Aux termes de l’article 21-15 du code civil : « (…) l’acquisition de la nationalité française par décision de l’autorité publique résulte d’une naturalisation accordée par décret à la demande de l’étranger ». Aux termes de l’article 48 du décret du 30 décembre 1993 : « (…) Si le ministre chargé des naturalisations estime qu'il n'y a pas lieu d'accorder la naturalisation ou la réintégration sollicitée, il prononce le rejet de la demande. Il peut également en prononcer l'ajournement en imposant un délai ou des conditions. Ce délai une fois expiré ou ces conditions réalisées, il appartient à l'intéressé, s'il le juge opportun, de déposer une nouvelle demande ». En vertu de ces dispositions, il appartient au ministre de porter une appréciation sur l'intérêt d'accorder la nationalité française à l'étranger qui la sollicite. Dans le cadre de cet examen d’opportunité, il peut légalement prendre en compte les renseignements recueillis sur le loyalisme du postulant.

Pour rejeter la demande d’acquisition de la nationalité française de Mme B..., le ministre de l’intérieur et des outre-mer s’est fondé sur le motif tiré de ce que les fonctions qu’elle occupe comme employée permanente de la République arabe syrienne auprès de l’Office des Nations Unies depuis 2017 sous-tendent un lien particulier avec cet Etat étranger incompatible avec l’allégeance française.

Il ressort des pièces du dossier que Mme B... était, à la date de la décision attaquée, employée par la mission permanente de la République arabe syrienne auprès de l’Office des Nations Unies à Genève en qualité d’employée administrative dans le cadre d’un contrat à durée indéterminée conclu le 3 janvier 2017, pour un revenu mensuel de 4 987 CHF provenant de l’Etat syrien. Eu égard à ce lien particulier unissant la requérante à cet Etat, et alors même qu’elle n’est pas de nationalité syrienne, qu’elle vit en France depuis 2005, où elle est propriétaire d’un bien immobilier, et que ses enfants sont de nationalité française, le ministre a pu, sans commettre d’erreur manifeste d’appréciation, rejeter pour ce seul motif la demande de naturalisation de Mme B....

Il résulte de tout ce qui précède que la requête de Mme B... doit être rejetée en toutes ses conclusions.







D E C I D E :


Article 1er : La requête de Mme B... est rejetée.

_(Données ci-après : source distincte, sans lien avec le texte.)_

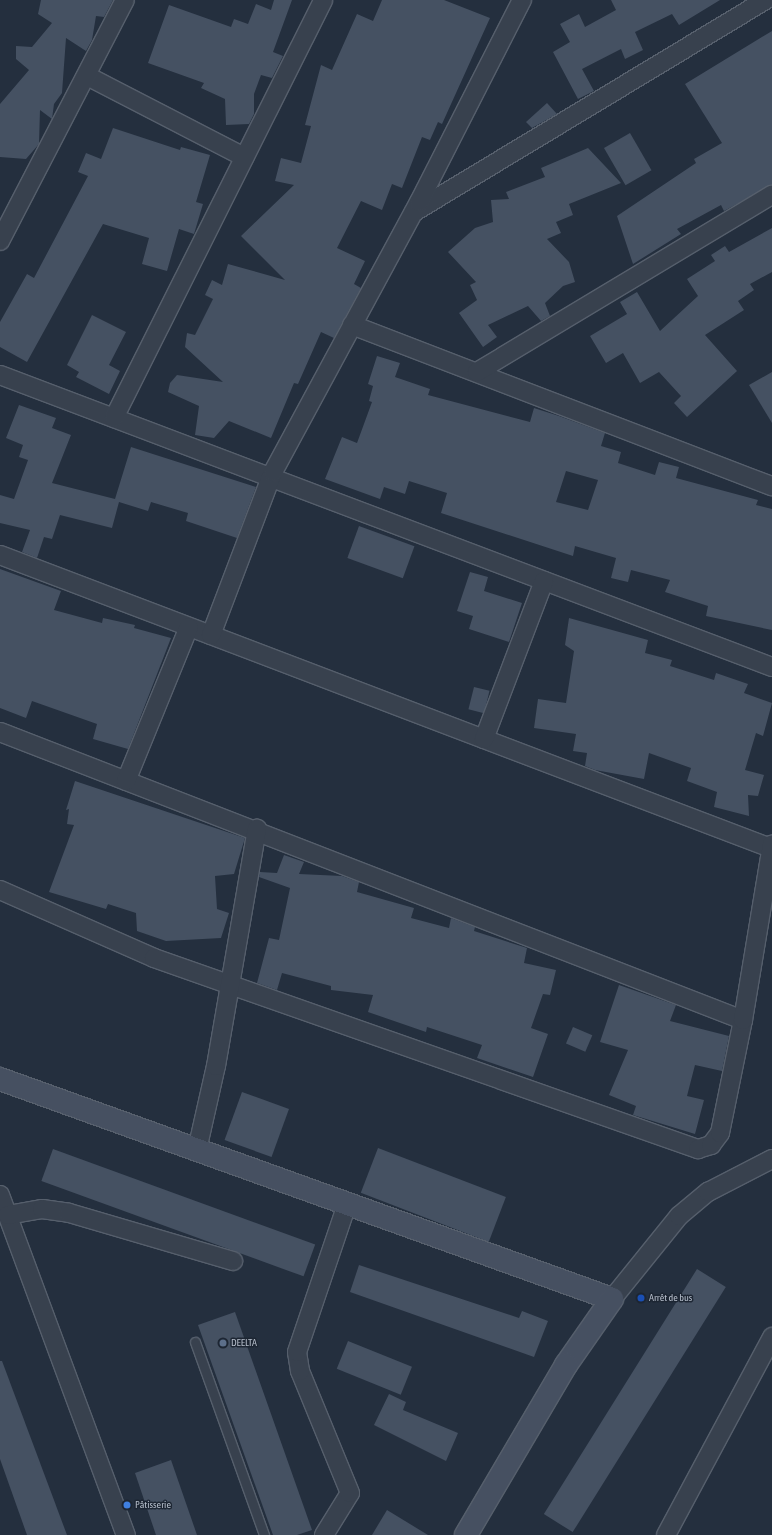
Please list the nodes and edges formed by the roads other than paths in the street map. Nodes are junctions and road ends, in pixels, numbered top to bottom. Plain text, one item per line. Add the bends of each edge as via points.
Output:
1 (125, 0) edge
2 (322, 0) edge
3 (522, 0) edge
4 (766, 0) edge
5 (87, 76) junction
6 (244, 157) junction
7 (772, 195) edge
8 (414, 212) junction
9 (0, 241) edge
10 (352, 325) junction
11 (477, 372) junction
12 (0, 375) edge
13 (114, 418) junction
14 (270, 478) junction
15 (772, 486) edge
16 (0, 555) edge
17 (544, 581) junction
18 (189, 627) junction
19 (211, 635) junction
20 (772, 667) edge
21 (0, 732) edge
22 (484, 738) junction
23 (126, 781) junction
24 (257, 829) junction
25 (772, 846) edge
26 (0, 890) edge
27 (229, 984) junction
28 (743, 1020) junction
29 (0, 1080) edge
30 (197, 1150) junction
31 (772, 1159) edge
32 (0, 1195) edge
33 (347, 1204) junction
34 (8, 1216) junction
35 (233, 1262) dead end
36 (612, 1299) junction
37 (772, 1337) edge
38 (195, 1342) dead end
39 (126, 1535) edge
40 (264, 1535) edge
41 (324, 1535) edge
42 (466, 1535) edge
43 (666, 1535) edge

1 - 5 street
2 - 6 street
3 - 8 street
4 - 8 street
5 - 6 street
5 - 9 street
6 - 13 street
7 - 11 street
8 - 10 street
10 - 11 street
10 - 14 street
11 - 15 street
12 - 13 street
13 - 14 street
14 - 17 street
14 - 19 street
16 - 18 street
17 - 20 street
17 - 22 street
18 - 19 street
18 - 23 street
19 - 22 street
21 - 23 street
22 - 25 street
23 - 24 street
24 - 27 street
24 - 28 street
25 - 28 street
26 - 27 street via 154,958
27 - 28 street via 698,1148 711,1145 720,1133
27 - 30 street
29 - 30 street
30 - 33 street
31 - 36 street via 708,1192 679,1216
32 - 34 street
33 - 36 street
33 - 41 street via 297,1352 300,1371 350,1493
34 - 35 street via 42,1209 68,1213
34 - 39 street
36 - 42 street via 566,1365
37 - 43 street
38 - 40 lane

Article 2 : Le présent jugement sera notifié à Mme A... B... et au ministre de l'intérieur.



Délibéré après l'audience du 27 janvier 2026, à laquelle siégeaient :

Mme Douet, présidente,
Mme Malingue, première conseillère,
M. Brémond, premier conseiller.

Rendu public par mise à disposition au greffe le 27 février 2026.

Le rapporteur,

E. Brémond

La présidente,

H. Douet

Le greffier,





F. Lainé




La République mande et ordonne au ministre de l’intérieur en ce qui le concerne ou à tous commissaires de justice à ce requis en ce qui concerne les voies de droit commun contre les parties privées, de pourvoir à l’exécution de la présente décision.